*** Opening THE DATA ***

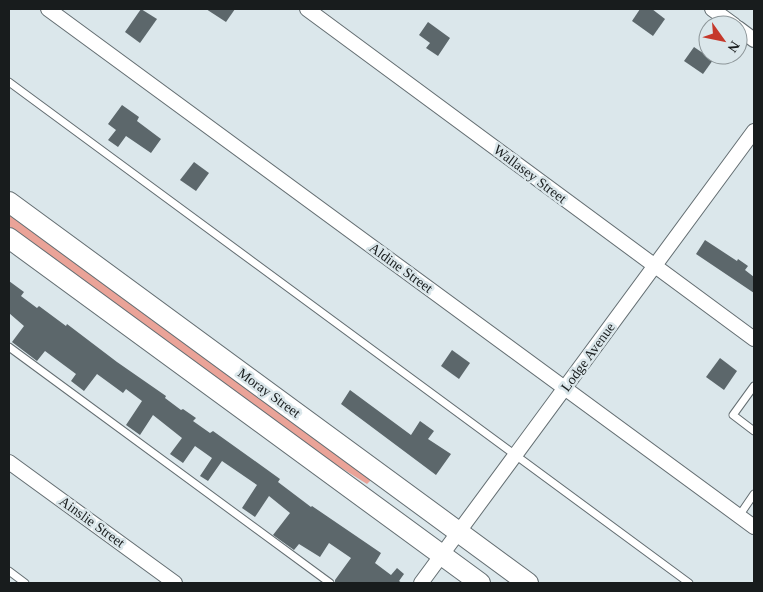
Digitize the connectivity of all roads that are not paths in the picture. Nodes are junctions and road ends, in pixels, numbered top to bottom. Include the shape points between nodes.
1 (48, 9) edge
2 (307, 9) edge
3 (9, 82) edge
4 (754, 130) edge
5 (9, 202) edge
6 (9, 238) edge
7 (655, 267) junction
8 (754, 338) edge
9 (9, 347) edge
10 (754, 386) edge
11 (566, 389) junction
12 (754, 431) edge
13 (516, 455) junction
14 (9, 462) edge
15 (754, 494) edge
16 (739, 516) junction
17 (754, 527) edge
18 (459, 532) junction
19 (442, 556) junction
20 (9, 571) edge
21 (25, 583) edge
22 (175, 583) edge
23 (330, 583) edge
24 (421, 583) edge
25 (480, 583) edge
26 (528, 583) edge
27 (689, 583) edge

1 - 11 street, Aldine Street
2 - 7 street, Wallasey Street
3 - 13 lane
4 - 7 street, Lodge Avenue
5 - 18 main road, Moray Street
6 - 19 main road, Moray Street
7 - 8 street, Wallasey Street
7 - 11 street, Lodge Avenue
9 - 23 lane
10 - 12 lane via 734,415
11 - 13 street, Lodge Avenue
11 - 16 street, Aldine Street
13 - 18 street, Lodge Avenue
13 - 27 lane
14 - 22 street, Ainslie Street
15 - 16 lane
16 - 17 street, Aldine Street
18 - 19 street, Lodge Avenue
18 - 26 main road, Moray Street
19 - 24 street, Lodge Avenue
19 - 25 main road, Moray Street
20 - 21 lane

*** Closing THE DATA ***

→ WHAT THE EXERCISE ASKS: Set down every entry exactly; omit the pictures.

→ FINISHED EXERCISE:
Digitize the connectivity of all roads that are not paths in the picture. Nodes are junctions and road ends, in pixels, numbered top to bottom. Include the shape points between nodes.
1 (48, 9) edge
2 (307, 9) edge
3 (9, 82) edge
4 (754, 130) edge
5 (9, 202) edge
6 (9, 238) edge
7 (655, 267) junction
8 (754, 338) edge
9 (9, 347) edge
10 (754, 386) edge
11 (566, 389) junction
12 (754, 431) edge
13 (516, 455) junction
14 (9, 462) edge
15 (754, 494) edge
16 (739, 516) junction
17 (754, 527) edge
18 (459, 532) junction
19 (442, 556) junction
20 (9, 571) edge
21 (25, 583) edge
22 (175, 583) edge
23 (330, 583) edge
24 (421, 583) edge
25 (480, 583) edge
26 (528, 583) edge
27 (689, 583) edge

1 - 11 street, Aldine Street
2 - 7 street, Wallasey Street
3 - 13 lane
4 - 7 street, Lodge Avenue
5 - 18 main road, Moray Street
6 - 19 main road, Moray Street
7 - 8 street, Wallasey Street
7 - 11 street, Lodge Avenue
9 - 23 lane
10 - 12 lane via 734,415
11 - 13 street, Lodge Avenue
11 - 16 street, Aldine Street
13 - 18 street, Lodge Avenue
13 - 27 lane
14 - 22 street, Ainslie Street
15 - 16 lane
16 - 17 street, Aldine Street
18 - 19 street, Lodge Avenue
18 - 26 main road, Moray Street
19 - 24 street, Lodge Avenue
19 - 25 main road, Moray Street
20 - 21 lane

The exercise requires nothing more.